Top of THE DATA

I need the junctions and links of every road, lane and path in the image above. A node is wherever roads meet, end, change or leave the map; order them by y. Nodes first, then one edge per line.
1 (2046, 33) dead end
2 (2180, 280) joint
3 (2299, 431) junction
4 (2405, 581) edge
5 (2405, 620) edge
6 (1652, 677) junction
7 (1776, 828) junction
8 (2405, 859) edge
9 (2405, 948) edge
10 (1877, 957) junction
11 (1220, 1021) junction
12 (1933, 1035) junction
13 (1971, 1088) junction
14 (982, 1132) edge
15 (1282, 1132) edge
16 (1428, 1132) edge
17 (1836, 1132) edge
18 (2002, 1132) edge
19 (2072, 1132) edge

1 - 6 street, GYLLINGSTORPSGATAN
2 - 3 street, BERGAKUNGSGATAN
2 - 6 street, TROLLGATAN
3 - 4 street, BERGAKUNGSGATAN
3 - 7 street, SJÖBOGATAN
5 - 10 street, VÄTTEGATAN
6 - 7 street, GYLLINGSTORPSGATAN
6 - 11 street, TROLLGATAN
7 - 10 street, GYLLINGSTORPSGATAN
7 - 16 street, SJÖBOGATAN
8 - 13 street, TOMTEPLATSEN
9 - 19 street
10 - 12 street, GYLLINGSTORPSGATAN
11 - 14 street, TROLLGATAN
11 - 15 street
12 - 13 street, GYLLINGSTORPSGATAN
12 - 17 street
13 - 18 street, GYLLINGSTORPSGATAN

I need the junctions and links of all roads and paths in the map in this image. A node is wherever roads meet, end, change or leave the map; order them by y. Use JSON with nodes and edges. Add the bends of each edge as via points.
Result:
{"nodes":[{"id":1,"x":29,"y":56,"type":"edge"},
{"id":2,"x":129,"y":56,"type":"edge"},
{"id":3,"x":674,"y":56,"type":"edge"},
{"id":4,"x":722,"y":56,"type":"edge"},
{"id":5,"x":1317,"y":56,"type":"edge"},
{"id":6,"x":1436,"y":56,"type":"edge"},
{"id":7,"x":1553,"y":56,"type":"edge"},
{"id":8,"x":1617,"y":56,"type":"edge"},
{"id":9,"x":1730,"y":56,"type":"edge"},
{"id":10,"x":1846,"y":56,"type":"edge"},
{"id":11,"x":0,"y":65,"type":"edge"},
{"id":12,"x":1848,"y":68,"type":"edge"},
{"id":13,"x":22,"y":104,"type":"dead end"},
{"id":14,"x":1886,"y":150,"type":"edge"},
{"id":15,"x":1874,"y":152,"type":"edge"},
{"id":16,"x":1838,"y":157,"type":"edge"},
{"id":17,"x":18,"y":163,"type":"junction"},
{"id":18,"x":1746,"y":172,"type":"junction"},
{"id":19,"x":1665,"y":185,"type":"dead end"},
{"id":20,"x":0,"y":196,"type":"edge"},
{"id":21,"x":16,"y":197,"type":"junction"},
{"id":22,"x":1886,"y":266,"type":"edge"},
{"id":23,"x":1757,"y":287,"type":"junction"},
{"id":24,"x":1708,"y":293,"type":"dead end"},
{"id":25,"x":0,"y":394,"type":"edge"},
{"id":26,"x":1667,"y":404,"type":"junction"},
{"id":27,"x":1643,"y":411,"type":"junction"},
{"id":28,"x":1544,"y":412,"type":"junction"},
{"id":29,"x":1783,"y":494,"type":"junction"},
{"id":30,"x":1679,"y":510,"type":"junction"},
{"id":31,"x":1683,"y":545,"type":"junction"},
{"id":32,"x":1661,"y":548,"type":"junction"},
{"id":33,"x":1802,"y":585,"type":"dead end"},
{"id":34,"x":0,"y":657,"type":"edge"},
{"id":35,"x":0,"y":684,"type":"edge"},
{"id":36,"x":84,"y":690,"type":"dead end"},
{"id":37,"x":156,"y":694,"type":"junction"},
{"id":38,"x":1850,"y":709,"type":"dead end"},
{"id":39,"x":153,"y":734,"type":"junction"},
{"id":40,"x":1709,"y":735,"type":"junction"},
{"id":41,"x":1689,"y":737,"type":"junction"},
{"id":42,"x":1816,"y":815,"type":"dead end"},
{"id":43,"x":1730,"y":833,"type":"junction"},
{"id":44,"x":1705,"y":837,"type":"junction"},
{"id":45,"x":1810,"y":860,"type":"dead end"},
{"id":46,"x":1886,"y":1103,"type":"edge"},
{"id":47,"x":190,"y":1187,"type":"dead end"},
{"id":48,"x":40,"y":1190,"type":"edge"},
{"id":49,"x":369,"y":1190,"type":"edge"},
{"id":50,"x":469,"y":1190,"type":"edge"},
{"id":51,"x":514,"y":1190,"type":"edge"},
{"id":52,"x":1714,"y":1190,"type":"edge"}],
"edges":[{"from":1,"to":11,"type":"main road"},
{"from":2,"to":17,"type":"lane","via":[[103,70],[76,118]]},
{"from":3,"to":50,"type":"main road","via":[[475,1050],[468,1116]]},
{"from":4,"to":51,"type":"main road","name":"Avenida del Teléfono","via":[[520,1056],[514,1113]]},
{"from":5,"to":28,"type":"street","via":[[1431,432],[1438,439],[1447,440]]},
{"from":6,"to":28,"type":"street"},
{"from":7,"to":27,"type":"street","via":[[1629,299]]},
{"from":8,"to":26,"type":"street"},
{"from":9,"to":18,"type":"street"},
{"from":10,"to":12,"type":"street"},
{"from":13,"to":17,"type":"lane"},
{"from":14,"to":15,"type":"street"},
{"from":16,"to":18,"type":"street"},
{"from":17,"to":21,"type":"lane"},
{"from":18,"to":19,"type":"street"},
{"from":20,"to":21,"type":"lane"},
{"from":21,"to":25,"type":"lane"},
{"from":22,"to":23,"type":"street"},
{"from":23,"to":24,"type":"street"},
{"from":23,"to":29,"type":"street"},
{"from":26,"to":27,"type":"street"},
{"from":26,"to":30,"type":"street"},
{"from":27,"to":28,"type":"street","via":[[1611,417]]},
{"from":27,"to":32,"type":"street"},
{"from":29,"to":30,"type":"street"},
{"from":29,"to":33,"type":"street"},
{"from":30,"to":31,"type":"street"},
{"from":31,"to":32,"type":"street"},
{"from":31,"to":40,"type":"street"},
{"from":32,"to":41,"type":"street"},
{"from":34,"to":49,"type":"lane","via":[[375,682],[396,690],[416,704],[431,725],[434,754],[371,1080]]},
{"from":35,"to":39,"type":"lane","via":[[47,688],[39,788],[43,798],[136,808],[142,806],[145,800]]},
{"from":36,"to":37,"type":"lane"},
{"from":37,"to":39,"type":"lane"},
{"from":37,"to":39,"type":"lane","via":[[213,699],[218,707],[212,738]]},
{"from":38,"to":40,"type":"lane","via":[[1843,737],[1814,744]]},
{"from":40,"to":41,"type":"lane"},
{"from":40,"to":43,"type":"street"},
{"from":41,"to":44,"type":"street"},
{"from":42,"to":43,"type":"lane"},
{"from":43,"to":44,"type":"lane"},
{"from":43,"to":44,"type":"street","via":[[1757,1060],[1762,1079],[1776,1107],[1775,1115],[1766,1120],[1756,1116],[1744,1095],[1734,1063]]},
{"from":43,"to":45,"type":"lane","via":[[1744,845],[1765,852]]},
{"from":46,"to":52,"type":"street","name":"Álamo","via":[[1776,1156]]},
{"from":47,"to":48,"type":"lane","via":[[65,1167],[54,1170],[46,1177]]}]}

Bottom of THE DATA

EXERCISE GOAL
Every entry must come back exactly as written above.

SOLUTION FOR THIS TASK
I need the junctions and links of every road, lane and path in the image above. A node is wherever roads meet, end, change or leave the map; order them by y. Nodes first, then one edge per line.
1 (2046, 33) dead end
2 (2180, 280) joint
3 (2299, 431) junction
4 (2405, 581) edge
5 (2405, 620) edge
6 (1652, 677) junction
7 (1776, 828) junction
8 (2405, 859) edge
9 (2405, 948) edge
10 (1877, 957) junction
11 (1220, 1021) junction
12 (1933, 1035) junction
13 (1971, 1088) junction
14 (982, 1132) edge
15 (1282, 1132) edge
16 (1428, 1132) edge
17 (1836, 1132) edge
18 (2002, 1132) edge
19 (2072, 1132) edge

1 - 6 street, GYLLINGSTORPSGATAN
2 - 3 street, BERGAKUNGSGATAN
2 - 6 street, TROLLGATAN
3 - 4 street, BERGAKUNGSGATAN
3 - 7 street, SJÖBOGATAN
5 - 10 street, VÄTTEGATAN
6 - 7 street, GYLLINGSTORPSGATAN
6 - 11 street, TROLLGATAN
7 - 10 street, GYLLINGSTORPSGATAN
7 - 16 street, SJÖBOGATAN
8 - 13 street, TOMTEPLATSEN
9 - 19 street
10 - 12 street, GYLLINGSTORPSGATAN
11 - 14 street, TROLLGATAN
11 - 15 street
12 - 13 street, GYLLINGSTORPSGATAN
12 - 17 street
13 - 18 street, GYLLINGSTORPSGATAN

I need the junctions and links of all roads and paths in the map in this image. A node is wherever roads meet, end, change or leave the map; order them by y. Use JSON with nodes and edges. Add the bends of each edge as via points.
Result:
{"nodes":[{"id":1,"x":29,"y":56,"type":"edge"},
{"id":2,"x":129,"y":56,"type":"edge"},
{"id":3,"x":674,"y":56,"type":"edge"},
{"id":4,"x":722,"y":56,"type":"edge"},
{"id":5,"x":1317,"y":56,"type":"edge"},
{"id":6,"x":1436,"y":56,"type":"edge"},
{"id":7,"x":1553,"y":56,"type":"edge"},
{"id":8,"x":1617,"y":56,"type":"edge"},
{"id":9,"x":1730,"y":56,"type":"edge"},
{"id":10,"x":1846,"y":56,"type":"edge"},
{"id":11,"x":0,"y":65,"type":"edge"},
{"id":12,"x":1848,"y":68,"type":"edge"},
{"id":13,"x":22,"y":104,"type":"dead end"},
{"id":14,"x":1886,"y":150,"type":"edge"},
{"id":15,"x":1874,"y":152,"type":"edge"},
{"id":16,"x":1838,"y":157,"type":"edge"},
{"id":17,"x":18,"y":163,"type":"junction"},
{"id":18,"x":1746,"y":172,"type":"junction"},
{"id":19,"x":1665,"y":185,"type":"dead end"},
{"id":20,"x":0,"y":196,"type":"edge"},
{"id":21,"x":16,"y":197,"type":"junction"},
{"id":22,"x":1886,"y":266,"type":"edge"},
{"id":23,"x":1757,"y":287,"type":"junction"},
{"id":24,"x":1708,"y":293,"type":"dead end"},
{"id":25,"x":0,"y":394,"type":"edge"},
{"id":26,"x":1667,"y":404,"type":"junction"},
{"id":27,"x":1643,"y":411,"type":"junction"},
{"id":28,"x":1544,"y":412,"type":"junction"},
{"id":29,"x":1783,"y":494,"type":"junction"},
{"id":30,"x":1679,"y":510,"type":"junction"},
{"id":31,"x":1683,"y":545,"type":"junction"},
{"id":32,"x":1661,"y":548,"type":"junction"},
{"id":33,"x":1802,"y":585,"type":"dead end"},
{"id":34,"x":0,"y":657,"type":"edge"},
{"id":35,"x":0,"y":684,"type":"edge"},
{"id":36,"x":84,"y":690,"type":"dead end"},
{"id":37,"x":156,"y":694,"type":"junction"},
{"id":38,"x":1850,"y":709,"type":"dead end"},
{"id":39,"x":153,"y":734,"type":"junction"},
{"id":40,"x":1709,"y":735,"type":"junction"},
{"id":41,"x":1689,"y":737,"type":"junction"},
{"id":42,"x":1816,"y":815,"type":"dead end"},
{"id":43,"x":1730,"y":833,"type":"junction"},
{"id":44,"x":1705,"y":837,"type":"junction"},
{"id":45,"x":1810,"y":860,"type":"dead end"},
{"id":46,"x":1886,"y":1103,"type":"edge"},
{"id":47,"x":190,"y":1187,"type":"dead end"},
{"id":48,"x":40,"y":1190,"type":"edge"},
{"id":49,"x":369,"y":1190,"type":"edge"},
{"id":50,"x":469,"y":1190,"type":"edge"},
{"id":51,"x":514,"y":1190,"type":"edge"},
{"id":52,"x":1714,"y":1190,"type":"edge"}],
"edges":[{"from":1,"to":11,"type":"main road"},
{"from":2,"to":17,"type":"lane","via":[[103,70],[76,118]]},
{"from":3,"to":50,"type":"main road","via":[[475,1050],[468,1116]]},
{"from":4,"to":51,"type":"main road","name":"Avenida del Teléfono","via":[[520,1056],[514,1113]]},
{"from":5,"to":28,"type":"street","via":[[1431,432],[1438,439],[1447,440]]},
{"from":6,"to":28,"type":"street"},
{"from":7,"to":27,"type":"street","via":[[1629,299]]},
{"from":8,"to":26,"type":"street"},
{"from":9,"to":18,"type":"street"},
{"from":10,"to":12,"type":"street"},
{"from":13,"to":17,"type":"lane"},
{"from":14,"to":15,"type":"street"},
{"from":16,"to":18,"type":"street"},
{"from":17,"to":21,"type":"lane"},
{"from":18,"to":19,"type":"street"},
{"from":20,"to":21,"type":"lane"},
{"from":21,"to":25,"type":"lane"},
{"from":22,"to":23,"type":"street"},
{"from":23,"to":24,"type":"street"},
{"from":23,"to":29,"type":"street"},
{"from":26,"to":27,"type":"street"},
{"from":26,"to":30,"type":"street"},
{"from":27,"to":28,"type":"street","via":[[1611,417]]},
{"from":27,"to":32,"type":"street"},
{"from":29,"to":30,"type":"street"},
{"from":29,"to":33,"type":"street"},
{"from":30,"to":31,"type":"street"},
{"from":31,"to":32,"type":"street"},
{"from":31,"to":40,"type":"street"},
{"from":32,"to":41,"type":"street"},
{"from":34,"to":49,"type":"lane","via":[[375,682],[396,690],[416,704],[431,725],[434,754],[371,1080]]},
{"from":35,"to":39,"type":"lane","via":[[47,688],[39,788],[43,798],[136,808],[142,806],[145,800]]},
{"from":36,"to":37,"type":"lane"},
{"from":37,"to":39,"type":"lane"},
{"from":37,"to":39,"type":"lane","via":[[213,699],[218,707],[212,738]]},
{"from":38,"to":40,"type":"lane","via":[[1843,737],[1814,744]]},
{"from":40,"to":41,"type":"lane"},
{"from":40,"to":43,"type":"street"},
{"from":41,"to":44,"type":"street"},
{"from":42,"to":43,"type":"lane"},
{"from":43,"to":44,"type":"lane"},
{"from":43,"to":44,"type":"street","via":[[1757,1060],[1762,1079],[1776,1107],[1775,1115],[1766,1120],[1756,1116],[1744,1095],[1734,1063]]},
{"from":43,"to":45,"type":"lane","via":[[1744,845],[1765,852]]},
{"from":46,"to":52,"type":"street","name":"Álamo","via":[[1776,1156]]},
{"from":47,"to":48,"type":"lane","via":[[65,1167],[54,1170],[46,1177]]}]}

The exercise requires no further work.